:: Exercise inputs ::
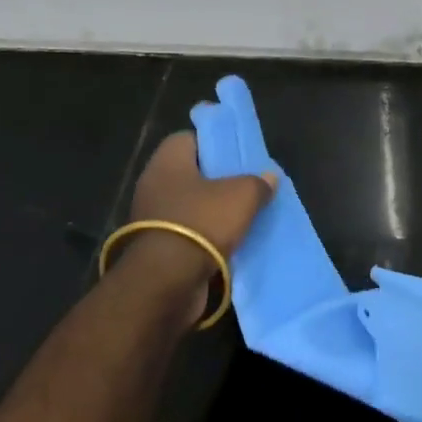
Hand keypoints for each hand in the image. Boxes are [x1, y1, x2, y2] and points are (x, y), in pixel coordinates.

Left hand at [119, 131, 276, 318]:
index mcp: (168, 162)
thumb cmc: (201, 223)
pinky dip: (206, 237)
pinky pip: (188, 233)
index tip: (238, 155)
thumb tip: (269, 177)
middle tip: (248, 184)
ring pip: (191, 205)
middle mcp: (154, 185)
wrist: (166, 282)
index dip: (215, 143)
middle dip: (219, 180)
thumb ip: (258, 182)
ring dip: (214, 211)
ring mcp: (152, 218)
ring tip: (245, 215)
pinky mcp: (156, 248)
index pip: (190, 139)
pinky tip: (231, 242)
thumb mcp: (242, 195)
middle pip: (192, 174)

:: What you have to do ::
Output the records above as they stand, from the first line to the line with "wrist: (166, 282)", inclusive, and exclude the pictures.

:: Worked solution ::
Hand keypoints for each hand in the image. Boxes are [x1, y1, x2, y2] and points are (x, y), in pixel coordinates.

Left hand at [119, 131, 276, 318]:
index mcp: (168, 162)
thumb cmc: (201, 223)
pinky dip: (206, 237)
pinky pip: (188, 233)
index tip: (238, 155)
thumb tip: (269, 177)
middle tip: (248, 184)
ring pip: (191, 205)
middle mcp: (154, 185)
wrist: (166, 282)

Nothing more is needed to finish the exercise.